**WHAT NEEDS TO BE DONE**
Exactly as written, transcribe the data that follows.
--- DATA SUPPLIED ---
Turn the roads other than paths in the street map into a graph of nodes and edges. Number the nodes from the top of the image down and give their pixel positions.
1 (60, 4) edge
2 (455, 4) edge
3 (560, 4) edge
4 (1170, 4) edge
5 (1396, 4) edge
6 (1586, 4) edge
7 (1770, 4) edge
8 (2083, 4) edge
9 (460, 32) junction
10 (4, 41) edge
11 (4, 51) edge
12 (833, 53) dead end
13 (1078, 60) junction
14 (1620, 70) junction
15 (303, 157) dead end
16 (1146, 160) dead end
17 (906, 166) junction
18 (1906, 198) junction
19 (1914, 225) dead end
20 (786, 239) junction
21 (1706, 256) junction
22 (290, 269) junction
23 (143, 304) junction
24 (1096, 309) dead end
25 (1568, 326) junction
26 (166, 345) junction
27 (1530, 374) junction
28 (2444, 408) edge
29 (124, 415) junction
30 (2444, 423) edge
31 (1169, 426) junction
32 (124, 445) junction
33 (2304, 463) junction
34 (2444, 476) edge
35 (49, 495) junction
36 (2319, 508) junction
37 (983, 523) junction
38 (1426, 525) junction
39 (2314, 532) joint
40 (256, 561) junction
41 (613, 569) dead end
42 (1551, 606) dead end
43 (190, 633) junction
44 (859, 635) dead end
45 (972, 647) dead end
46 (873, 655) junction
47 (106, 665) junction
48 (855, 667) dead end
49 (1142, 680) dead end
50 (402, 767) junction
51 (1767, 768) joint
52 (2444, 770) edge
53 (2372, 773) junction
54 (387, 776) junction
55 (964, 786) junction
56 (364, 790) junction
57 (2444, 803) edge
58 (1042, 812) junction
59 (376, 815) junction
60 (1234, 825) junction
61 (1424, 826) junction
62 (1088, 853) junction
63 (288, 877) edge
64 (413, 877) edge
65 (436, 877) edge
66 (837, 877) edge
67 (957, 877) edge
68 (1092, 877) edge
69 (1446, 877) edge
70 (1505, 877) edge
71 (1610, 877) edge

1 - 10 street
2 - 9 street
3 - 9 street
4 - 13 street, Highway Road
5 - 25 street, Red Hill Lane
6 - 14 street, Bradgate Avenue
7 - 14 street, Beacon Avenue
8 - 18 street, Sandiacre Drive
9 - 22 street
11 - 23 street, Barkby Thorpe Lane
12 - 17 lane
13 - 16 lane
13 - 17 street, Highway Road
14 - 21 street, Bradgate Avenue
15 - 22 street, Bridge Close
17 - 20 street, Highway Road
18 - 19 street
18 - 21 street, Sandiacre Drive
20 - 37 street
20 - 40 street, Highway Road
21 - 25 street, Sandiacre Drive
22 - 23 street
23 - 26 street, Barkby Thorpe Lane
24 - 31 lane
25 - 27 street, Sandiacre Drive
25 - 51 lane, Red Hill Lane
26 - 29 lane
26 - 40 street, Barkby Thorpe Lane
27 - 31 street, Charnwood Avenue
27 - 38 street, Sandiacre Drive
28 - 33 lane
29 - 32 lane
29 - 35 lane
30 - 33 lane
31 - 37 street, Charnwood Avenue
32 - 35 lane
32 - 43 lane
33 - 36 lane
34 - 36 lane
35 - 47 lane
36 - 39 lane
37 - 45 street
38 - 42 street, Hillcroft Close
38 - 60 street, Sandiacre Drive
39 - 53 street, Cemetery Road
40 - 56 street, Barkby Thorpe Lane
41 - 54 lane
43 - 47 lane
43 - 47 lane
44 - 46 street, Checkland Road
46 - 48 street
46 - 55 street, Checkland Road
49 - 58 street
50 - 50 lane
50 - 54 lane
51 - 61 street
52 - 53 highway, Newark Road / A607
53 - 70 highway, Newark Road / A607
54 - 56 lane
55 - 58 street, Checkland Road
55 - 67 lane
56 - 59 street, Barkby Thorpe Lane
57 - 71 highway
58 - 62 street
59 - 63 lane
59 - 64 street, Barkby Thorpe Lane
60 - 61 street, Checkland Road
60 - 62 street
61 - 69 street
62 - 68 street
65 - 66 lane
---
**WRITTEN ANSWER**
Turn the roads other than paths in the street map into a graph of nodes and edges. Number the nodes from the top of the image down and give their pixel positions.
1 (60, 4) edge
2 (455, 4) edge
3 (560, 4) edge
4 (1170, 4) edge
5 (1396, 4) edge
6 (1586, 4) edge
7 (1770, 4) edge
8 (2083, 4) edge
9 (460, 32) junction
10 (4, 41) edge
11 (4, 51) edge
12 (833, 53) dead end
13 (1078, 60) junction
14 (1620, 70) junction
15 (303, 157) dead end
16 (1146, 160) dead end
17 (906, 166) junction
18 (1906, 198) junction
19 (1914, 225) dead end
20 (786, 239) junction
21 (1706, 256) junction
22 (290, 269) junction
23 (143, 304) junction
24 (1096, 309) dead end
25 (1568, 326) junction
26 (166, 345) junction
27 (1530, 374) junction
28 (2444, 408) edge
29 (124, 415) junction
30 (2444, 423) edge
31 (1169, 426) junction
32 (124, 445) junction
33 (2304, 463) junction
34 (2444, 476) edge
35 (49, 495) junction
36 (2319, 508) junction
37 (983, 523) junction
38 (1426, 525) junction
39 (2314, 532) joint
40 (256, 561) junction
41 (613, 569) dead end
42 (1551, 606) dead end
43 (190, 633) junction
44 (859, 635) dead end
45 (972, 647) dead end
46 (873, 655) junction
47 (106, 665) junction
48 (855, 667) dead end
49 (1142, 680) dead end
50 (402, 767) junction
51 (1767, 768) joint
52 (2444, 770) edge
53 (2372, 773) junction
54 (387, 776) junction
55 (964, 786) junction
56 (364, 790) junction
57 (2444, 803) edge
58 (1042, 812) junction
59 (376, 815) junction
60 (1234, 825) junction
61 (1424, 826) junction
62 (1088, 853) junction
63 (288, 877) edge
64 (413, 877) edge
65 (436, 877) edge
66 (837, 877) edge
67 (957, 877) edge
68 (1092, 877) edge
69 (1446, 877) edge
70 (1505, 877) edge
71 (1610, 877) edge

1 - 10 street
2 - 9 street
3 - 9 street
4 - 13 street, Highway Road
5 - 25 street, Red Hill Lane
6 - 14 street, Bradgate Avenue
7 - 14 street, Beacon Avenue
8 - 18 street, Sandiacre Drive
9 - 22 street
11 - 23 street, Barkby Thorpe Lane
12 - 17 lane
13 - 16 lane
13 - 17 street, Highway Road
14 - 21 street, Bradgate Avenue
15 - 22 street, Bridge Close
17 - 20 street, Highway Road
18 - 19 street
18 - 21 street, Sandiacre Drive
20 - 37 street
20 - 40 street, Highway Road
21 - 25 street, Sandiacre Drive
22 - 23 street
23 - 26 street, Barkby Thorpe Lane
24 - 31 lane
25 - 27 street, Sandiacre Drive
25 - 51 lane, Red Hill Lane
26 - 29 lane
26 - 40 street, Barkby Thorpe Lane
27 - 31 street, Charnwood Avenue
27 - 38 street, Sandiacre Drive
28 - 33 lane
29 - 32 lane
29 - 35 lane
30 - 33 lane
31 - 37 street, Charnwood Avenue
32 - 35 lane
32 - 43 lane
33 - 36 lane
34 - 36 lane
35 - 47 lane
36 - 39 lane
37 - 45 street
38 - 42 street, Hillcroft Close
38 - 60 street, Sandiacre Drive
39 - 53 street, Cemetery Road
40 - 56 street, Barkby Thorpe Lane
41 - 54 lane
43 - 47 lane
43 - 47 lane
44 - 46 street, Checkland Road
46 - 48 street
46 - 55 street, Checkland Road
49 - 58 street
50 - 50 lane
50 - 54 lane
51 - 61 street
52 - 53 highway, Newark Road / A607
53 - 70 highway, Newark Road / A607
54 - 56 lane
55 - 58 street, Checkland Road
55 - 67 lane
56 - 59 street, Barkby Thorpe Lane
57 - 71 highway
58 - 62 street
59 - 63 lane
59 - 64 street, Barkby Thorpe Lane
60 - 61 street, Checkland Road
60 - 62 street
61 - 69 street
62 - 68 street
65 - 66 lane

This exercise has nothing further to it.